To: Jim Willie CB who wrote (1137)12/9/2001 11:36:22 AM
From: OblomovRespond to of 306849
 
JW...

I agree. There is incredible emotion associated with housing "ownership", and it is far greater than the hype and enthusiasm associated with the New Economy equity bubble of the late 1990s. This is a major bulwark against the fall in housing prices. But, if the tough love that I envision comes to pass, then there will be no safe-haven asset classes, including that of housing. And for some time, demographic trends and declining credit quality will result in a housing market that in aggregate does not keep pace with the rate of CPI inflation.

Further, what is now emerging is a tiered credit market in which there is a glut of money for those with able credit (but these folks are unwilling to borrow), and dearth of money for those with bad credit and those in desperate need of credit. The credit market will not be as hospitable to housing "owners" as it has been in the recent past.

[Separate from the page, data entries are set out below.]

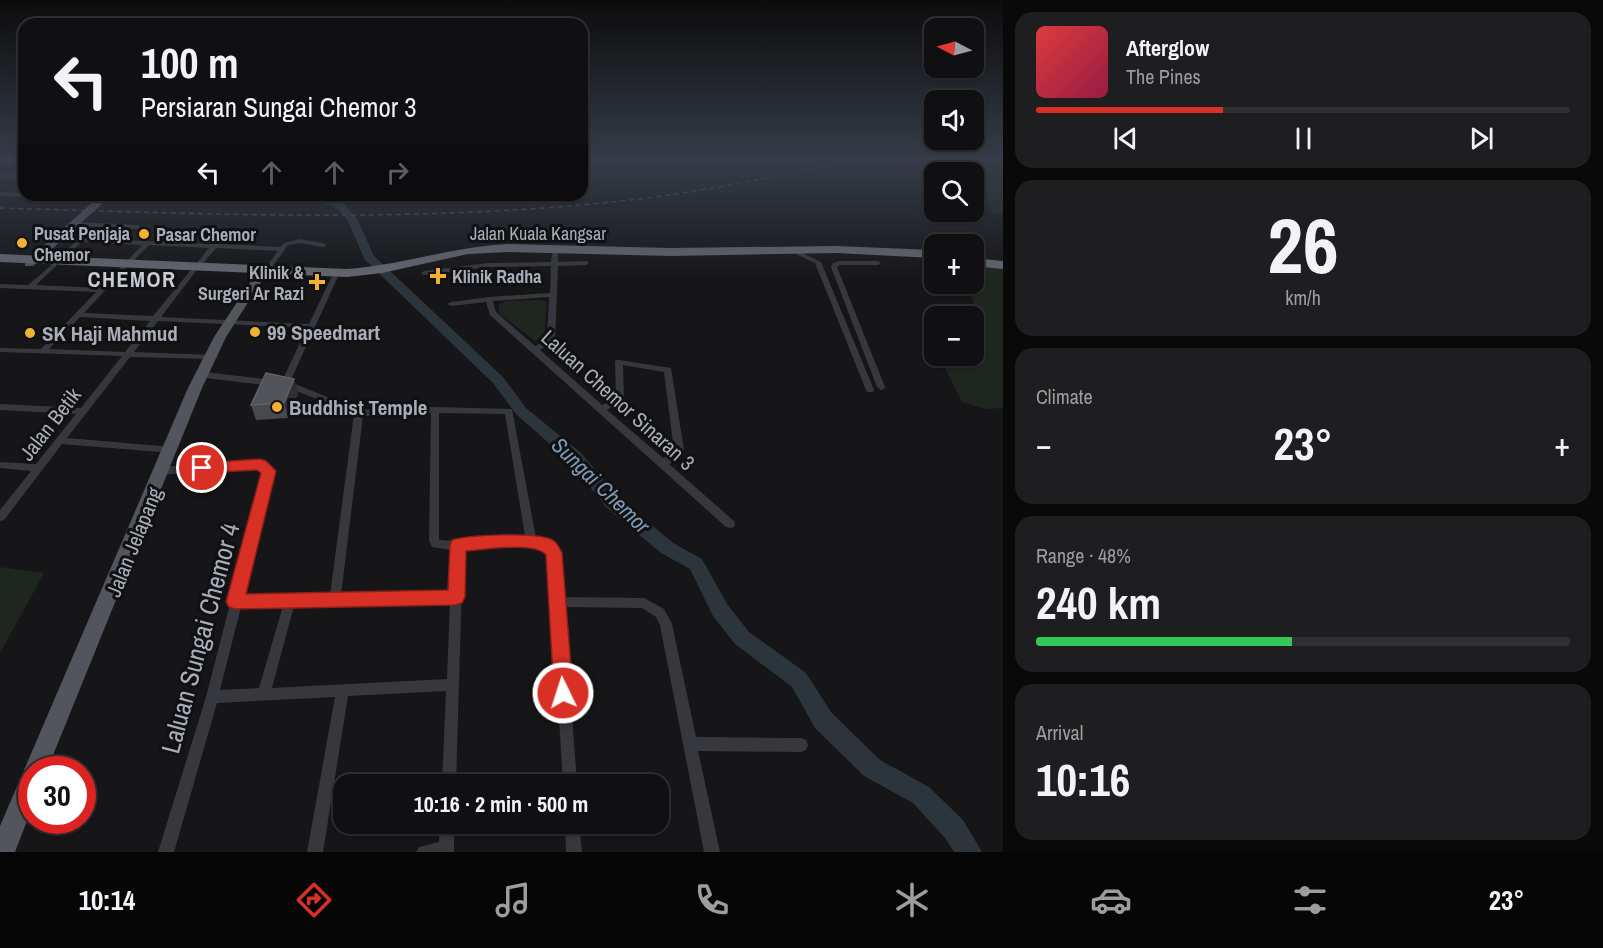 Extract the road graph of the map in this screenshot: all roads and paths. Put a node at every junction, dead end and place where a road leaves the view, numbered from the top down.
1 (99, 201) edge
2 (137, 227) dead end
3 (226, 231) dead end
4 (57, 239) junction
5 (81, 240) junction
6 (147, 243) junction
7 (323, 245) dead end
8 (214, 246) junction
9 (492, 248) junction
10 (42, 249) junction
11 (281, 249) junction
12 (924, 255) edge
13 (924, 255) edge
14 (584, 256) junction
15 (822, 257) junction
16 (555, 258) junction
17 (0, 259) edge
18 (984, 261) edge
19 (28, 262) junction
20 (56, 263) junction
21 (878, 263) dead end
22 (1003, 263) edge
23 (125, 266) junction
24 (395, 268) junction
25 (195, 269) junction
26 (265, 272) junction
27 (424, 273) dead end
28 (336, 274) junction
29 (825, 281) junction
30 (839, 281) junction
31 (0, 286) edge
32 (30, 287) junction
33 (102, 290) junction
34 (554, 295) junction
35 (489, 299) junction
36 (451, 304) dead end
37 (78, 315) junction
38 (155, 319) junction
39 (231, 322) junction
40 (311, 326) junction
41 (0, 350) edge
42 (534, 350) junction
43 (42, 352) junction
44 (127, 354) junction
45 (212, 357) junction
46 (205, 375) junction
47 (866, 382) junction
48 (285, 384) junction
49 (870, 390) dead end
50 (0, 406) edge
51 (601, 409) junction
52 (435, 410) junction
53 (83, 411) junction
54 (359, 414) junction
55 (59, 441) junction
56 (169, 450) junction
57 (662, 463) junction
58 (0, 465) edge
59 (39, 468) junction
60 (161, 471) junction
61 (0, 517) edge
62 (730, 524) dead end
63 (531, 540) junction
64 (458, 545) junction
65 (456, 597) junction
66 (335, 598) junction
67 (290, 600) junction
68 (235, 602) junction
69 (557, 602) junction
70 (453, 685) junction
71 (342, 691) junction
72 (264, 694) junction
73 (212, 697) junction
74 (690, 744) junction
75 (801, 745) dead end
76 (41, 756) edge
77 (47, 756) edge
78 (449, 774) edge
79 (569, 774) edge
80 (18, 812) edge
81 (18, 830) edge
82 (447, 834) edge
83 (573, 834) edge
84 (446, 850) edge
85 (2, 852) edge
86 (9, 852) edge
87 (166, 852) edge
88 (315, 852) edge
89 (424, 852) edge
90 (574, 852) edge
91 (712, 852) edge

1 - 4 main road
2 - 4 street
3 - 8 street, Jalan Betik
4 - 5 street
4 - 10 main road
4 - 19 main road
5 - 6 street
5 - 20 street
6 - 8 street
6 - 23 street
7 - 11 street
8 - 11 street
8 - 25 street, Jalan Betik
9 - 14 highway, Jalan Kuala Kangsar
9 - 16 highway
9 - 24 highway, Jalan Kuala Kangsar
10 - 17 highway
10 - 19 main road
11 - 26 street
12 - 14 highway, Jalan Kuala Kangsar
13 - 15 highway, Jalan Kuala Kangsar
14 - 16 highway
15 - 16 highway, Jalan Kuala Kangsar
15 - 29 street
16 - 24 highway, Jalan Kuala Kangsar
16 - 27 street
16 - 34 street
17 - 19 highway, Jalan Kuala Kangsar
18 - 22 highway
19 - 20 highway, Jalan Kuala Kangsar
20 - 23 highway, Jalan Kuala Kangsar
20 - 32 street
21 - 30 street
23 - 25 highway, Jalan Kuala Kangsar
23 - 33 street
24 - 28 highway, Jalan Kuala Kangsar
25 - 26 highway, Jalan Kuala Kangsar
25 - 38 street, Jalan Betik
26 - 28 highway, Jalan Kuala Kangsar
26 - 39 main road, Jalan Jelapang
28 - 40 street
29 - 30 street
29 - 47 street
30 - 47 street
31 - 32 street
32 - 33 street
33 - 37 street
34 - 35 street
34 - 42 street
35 - 36 street
35 - 42 street, Laluan Chemor Sinaran 3
37 - 38 street
37 - 43 street
38 - 39 street
38 - 44 street, Jalan Betik
39 - 40 street
39 - 45 main road, Jalan Jelapang
40 - 48 street
41 - 43 street
42 - 51 street, Laluan Chemor Sinaran 3
43 - 44 street
44 - 45 street
44 - 53 street, Jalan Betik
45 - 46 main road, Jalan Jelapang
45 - 56 main road, Jalan Jelapang
46 - 48 street
46 - 56 main road, Jalan Jelapang
47 - 49 street
48 - 54 street
50 - 53 street
51 - 57 street, Laluan Chemor Sinaran 3
51 - 57 street
52 - 54 street
52 - 63 street
52 - 64 street
53 - 55 street, Jalan Betik
54 - 66 street
55 - 56 street
55 - 59 street, Jalan Betik
56 - 60 main road, Jalan Jelapang
57 - 62 street, Laluan Chemor Sinaran 3
58 - 59 street
59 - 61 street, Jalan Betik
60 - 68 street, Laluan Sungai Chemor 4
60 - 76 main road, Jalan Jelapang
60 - 77 main road, Jalan Jelapang
63 - 64 street
63 - 69 street
64 - 65 street
65 - 66 street
65 - 70 street
66 - 67 street
67 - 68 street
67 - 72 street
68 - 73 street, Laluan Sungai Chemor 4
69 - 74 street
69 - 79 street
70 - 71 street
70 - 78 street
71 - 72 street
71 - 88 street
72 - 73 street
73 - 87 street, Laluan Sungai Chemor 4
74 - 75 street
74 - 91 street
80 - 85 main road
81 - 86 main road
82 - 84 street
83 - 90 street
84 - 89 street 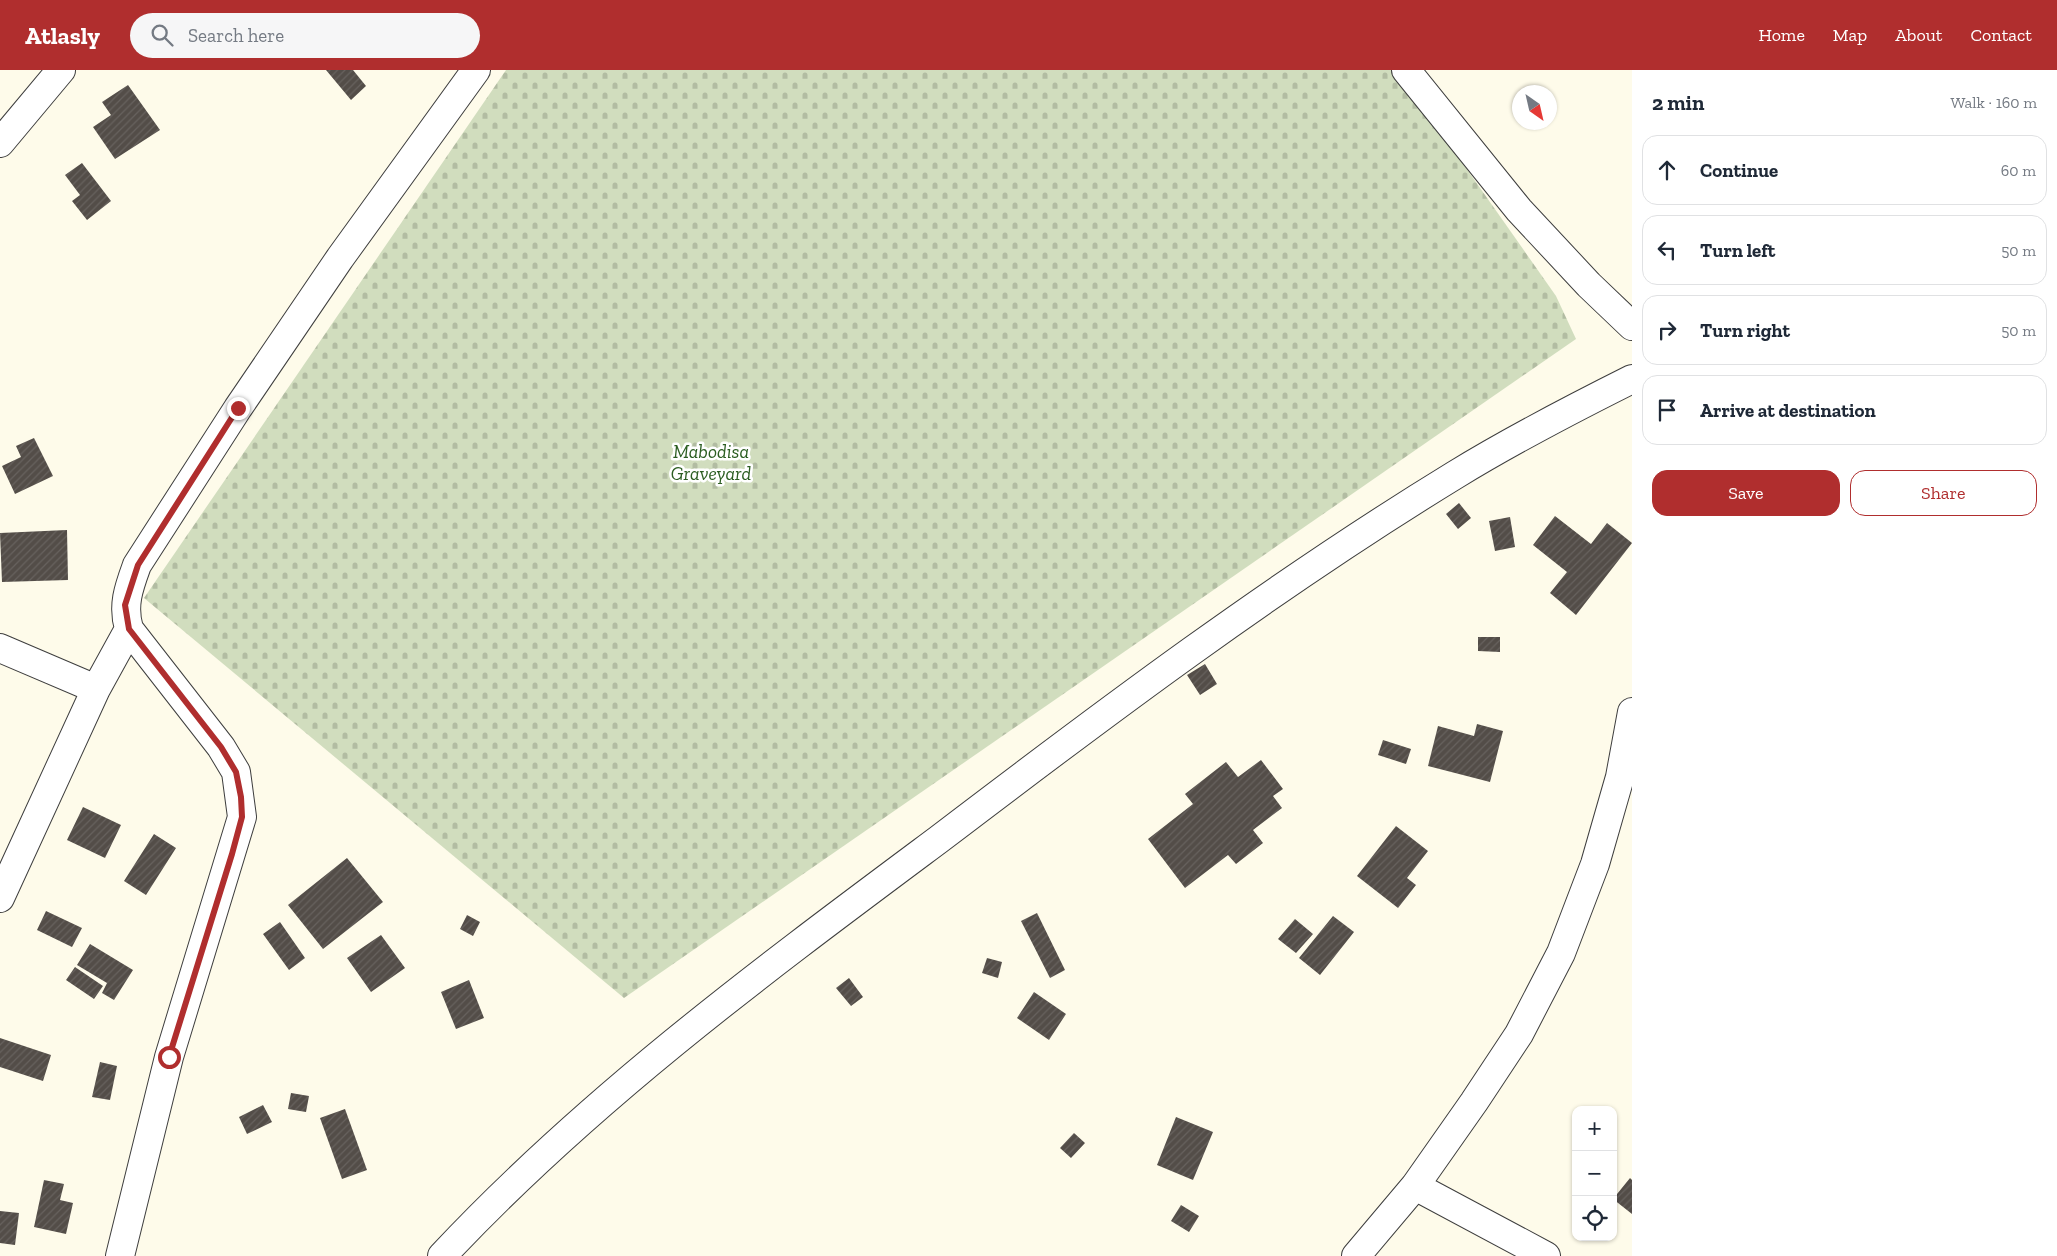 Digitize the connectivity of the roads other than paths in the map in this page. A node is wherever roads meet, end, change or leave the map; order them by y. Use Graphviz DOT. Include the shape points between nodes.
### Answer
graph roads {
  1 [pos="61,70"];
  2 [pos="476,70"];
  3 [pos="1406,70"];
  4 [pos="0,143"];
  5 [pos="1632,326"];
  6 [pos="1632,379"];
  7 [pos="129,629"];
  8 [pos="0,648"];
  9 [pos="96,689"];
  10 [pos="1632,712"];
  11 [pos="0,898"];
  12 [pos="1415,1186"];
  13 [pos="120,1256"];
  14 [pos="442,1256"];
  15 [pos="1356,1256"];
  16 [pos="1546,1256"];
  1 -- 4 [label="street"];
  2 -- 7 [label="street" via="340,258 238,408 138,565 125,605"];
  3 -- 5 [label="street" via="1519,210"];
  6 -- 14 [label="street" via="1457,473 1331,553 1142,686 763,971 665,1049 536,1162"];
  7 -- 9 [label="street"];
  7 -- 13 [label="street" via="221,747 236,772 242,817 169,1057"];
  8 -- 9 [label="street"];
  9 -- 11 [label="street"];
  10 -- 12 [label="street" via="1620,777 1596,864 1560,953 1519,1034"];
  12 -- 15 [label="street"];
  12 -- 16 [label="street"];
} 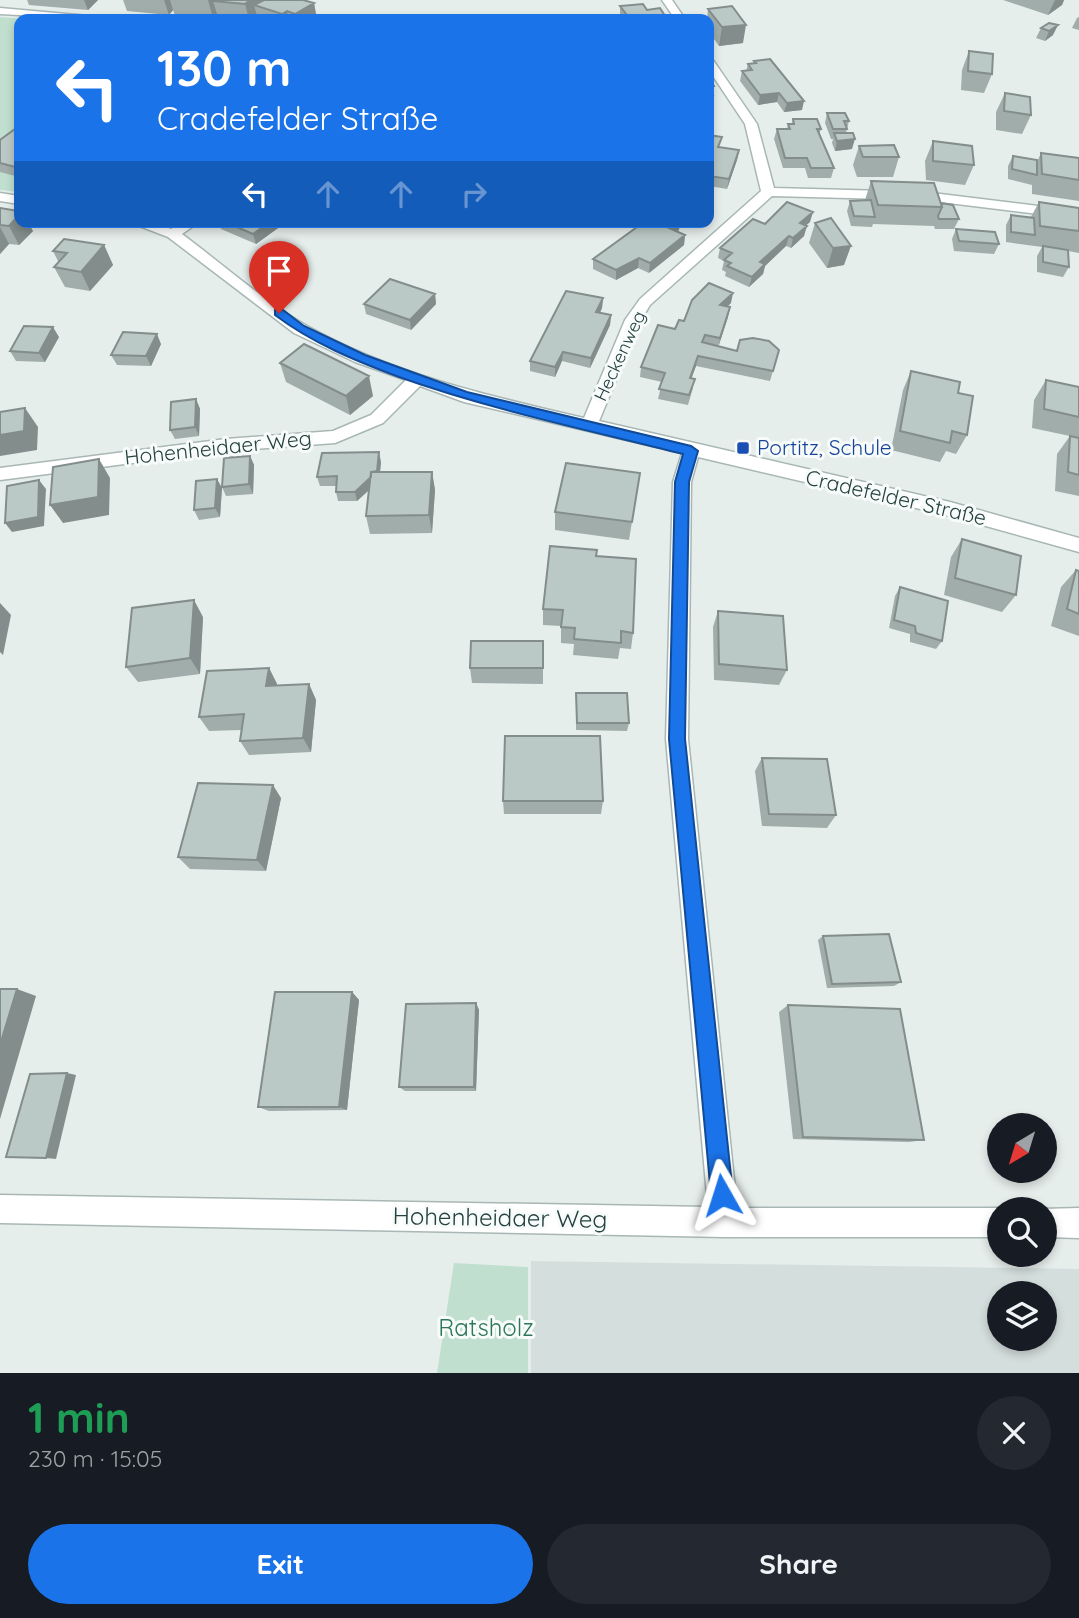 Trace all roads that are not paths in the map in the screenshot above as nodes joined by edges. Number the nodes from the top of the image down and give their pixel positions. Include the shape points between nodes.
1 (13, 0) edge
2 (0, 11) edge
3 (33, 14) edge
4 (714, 69) edge
5 (768, 192) junction
6 (1079, 215) edge
7 (154, 228) edge
8 (182, 228) edge
9 (173, 234) junction
10 (416, 379) junction
11 (589, 425) junction
12 (691, 451) junction
13 (0, 474) edge
14 (1079, 545) edge
15 (0, 1209) edge
16 (724, 1222) junction
17 (987, 1223) edge
18 (1057, 1223) edge
19 (1079, 1223) edge

1 - 2 street
2 - 3 street
4 - 5 street via 751,124
5 - 6 street via 895,192
5 - 11 street, Heckenweg via 645,302
7 - 9 street, Cradefelder Straße
8 - 9 street
9 - 10 street, Cradefelder Straße via 300,329
10 - 11 street, Cradefelder Straße via 464,396
10 - 13 street, Hohenheidaer Weg via 377,418 335,437 226,445
11 - 12 street, Cradefelder Straße
12 - 14 street, Cradefelder Straße via 950,509
12 - 16 street via 682,482 677,739
15 - 16 street, Hohenheidaer Weg
16 - 17 street, Hohenheidaer Weg
18 - 19 street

The events of the past few years have taught me volumes about the influence of monetary policy on culture and microeconomic behavior. The perception of the infallibilty of the Fed in its ability to rescue the economy (much as one "rescues" a drunk from jail or "rescues" a spendthrift from burden of his debts) could only have taken hold in a culture born of monetary excess... it's a fascinating feedback loop.